What is the radical imagination? Max Haiven, author of The Radical Imagination: Social Movement Research in the Age of Austerity, posits that, as a nod to the French Greek philosopher Cornelius Castoriadis, the radical imagination is a “magma, sort of like lava that is flowing underneath the surface of the earth.” Perhaps it can be thought of as such: a palpitating force that is flowing beneath us all, that connects us like the rivers that run across our earth, waiting for us to awaken to its strength.

Haiven says that “radical imagination isn’t something that individuals have, but something that people do together.” It’s when “people come together and say, “This isn’t right. The system we live in doesn’t value the things that we value” - … when people come together and insist that they wish to live by a different set of values … we say that the imagination sparks into existence. And that spark can then sometimes spread into an enduring fire that can carry movements forward.”

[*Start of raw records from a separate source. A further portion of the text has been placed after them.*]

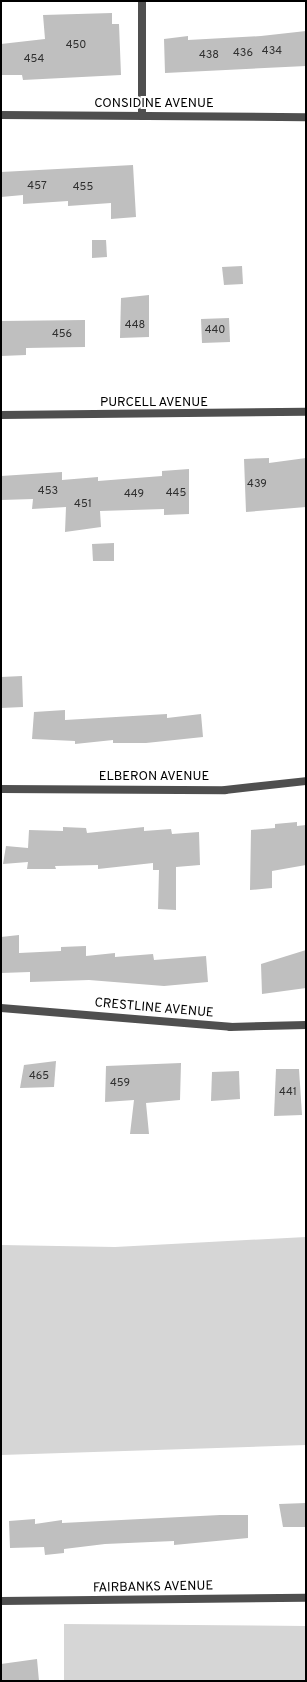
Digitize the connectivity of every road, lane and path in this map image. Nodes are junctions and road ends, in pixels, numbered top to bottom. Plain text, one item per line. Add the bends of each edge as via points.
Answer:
1 (142, 1) edge
2 (1, 115) edge
3 (142, 116) junction
4 (306, 117) edge
5 (306, 412) edge
6 (1, 414) edge
7 (306, 781) edge
8 (1, 789) edge
9 (1, 1008) edge
10 (306, 1025) edge
11 (306, 1598) edge
12 (1, 1601) edge

1 - 3 street
2 - 3 street, CONSIDINE AVENUE
3 - 4 street, CONSIDINE AVENUE
5 - 6 street, PURCELL AVENUE
7 - 8 street, ELBERON AVENUE via 225,790
9 - 10 street, CRESTLINE AVENUE via 230,1027
11 - 12 street, FAIRBANKS AVENUE

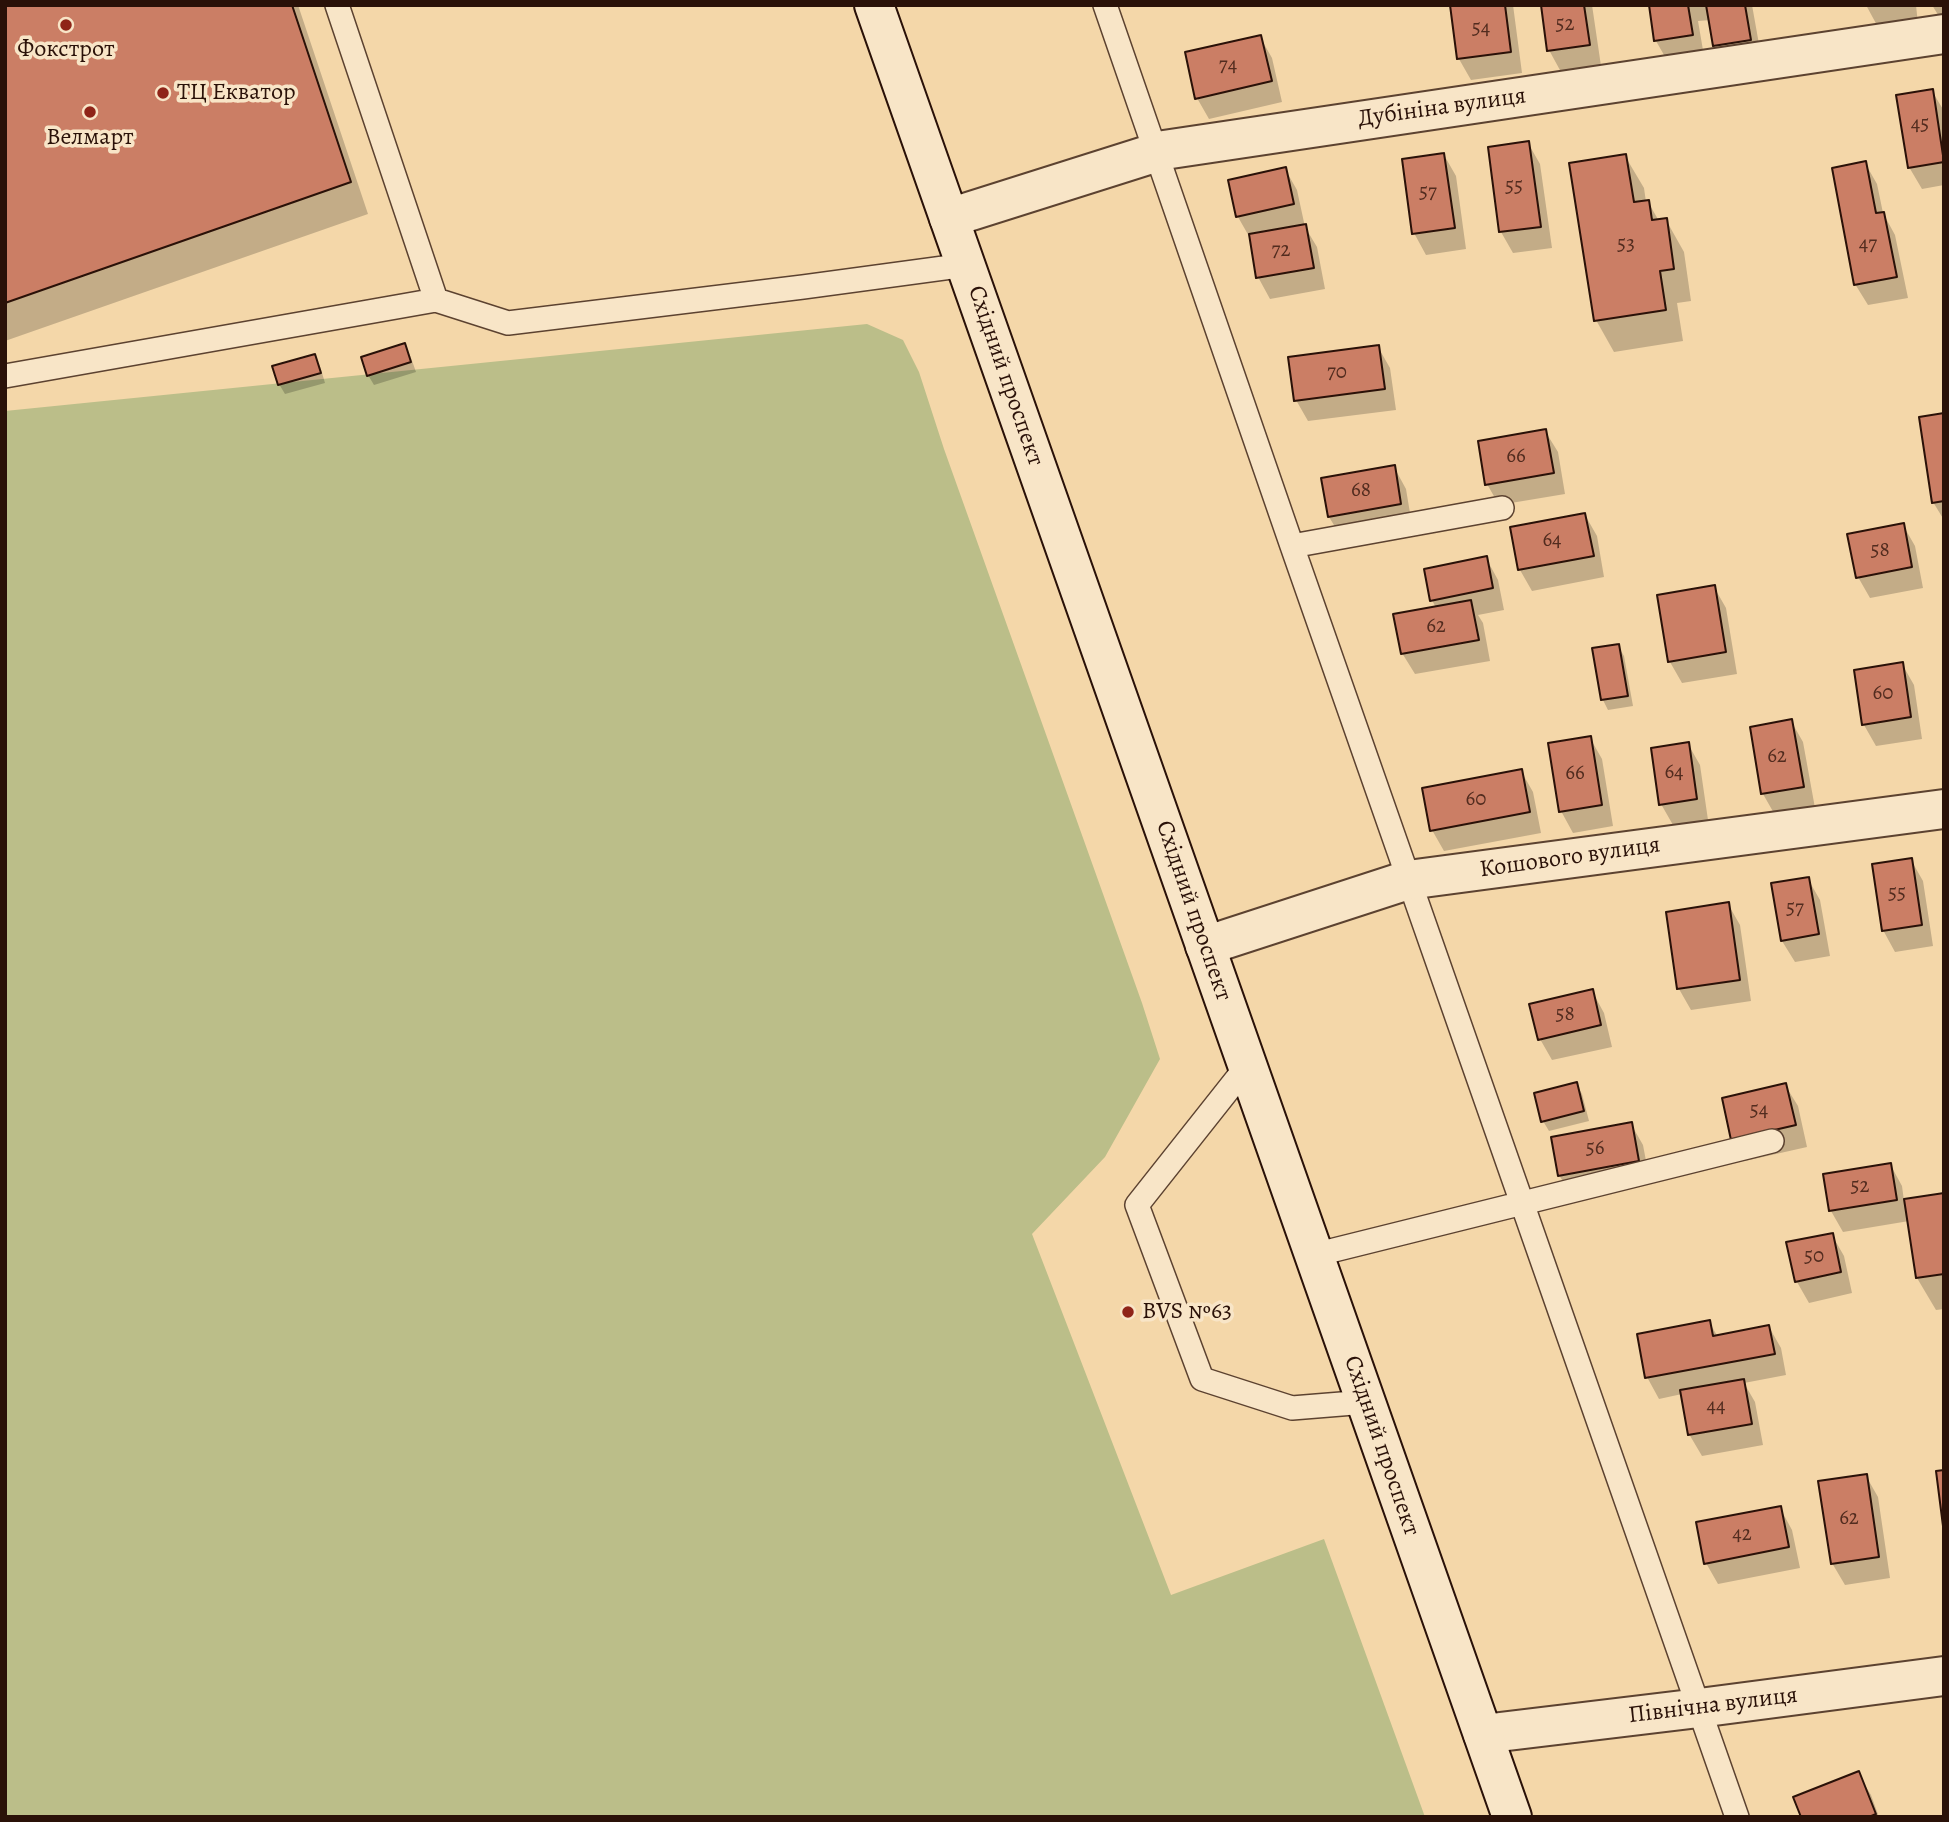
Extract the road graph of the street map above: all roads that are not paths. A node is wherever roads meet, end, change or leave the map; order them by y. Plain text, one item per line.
1 (337, 5) edge
2 (874, 5) edge
3 (1105, 5) edge
4 (1944, 34) edge
5 (1155, 153) junction
6 (949, 218) junction
7 (966, 265) junction
8 (436, 300) junction
9 (5, 376) edge
10 (1502, 508) dead end
11 (1292, 546) junction
12 (1944, 809) edge
13 (1408, 880) junction
14 (1205, 946) junction
15 (1247, 1066) junction
16 (1772, 1141) dead end
17 (1522, 1204) junction
18 (1314, 1255) junction
19 (1366, 1402) junction
20 (1944, 1676) edge
21 (1699, 1708) junction
22 (1483, 1734) junction
23 (1512, 1817) edge
24 (1737, 1817) edge

1 - 8 lane
2 - 6 street, Східний проспект
3 - 5 lane
4 - 5 street, Дубініна вулиця
5 - 6 street, Дубініна вулиця
5 - 11 lane
6 - 7 street, Східний проспект
7 - 8 lane
7 - 14 street, Східний проспект
8 - 9 lane
10 - 11 lane
11 - 13 lane
12 - 13 street, Кошового вулиця
13 - 14 street, Кошового вулиця
13 - 17 lane
14 - 15 street, Східний проспект
15 - 18 street, Східний проспект
15 - 19 lane
16 - 17 lane
17 - 18 lane
17 - 21 lane
18 - 19 street, Східний проспект
19 - 22 street, Східний проспект
20 - 21 street, Північна вулиця
21 - 22 street, Північна вулиця
21 - 24 lane
22 - 23 street, Східний проспект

Rekindling the radical imagination

We must begin by reclaiming and cultivating our imaginative abilities. We can rekindle a radical imagination, and we can imagine a world beyond capitalism, injustice and collapse, a world in which all of us can flourish—and we can do so without resurrecting the anthropocentric progress myths that have underpinned the ecological crisis we face today. We can do so by learning from those who came before, entire lineages and histories of social movements that were and are imagining beyond.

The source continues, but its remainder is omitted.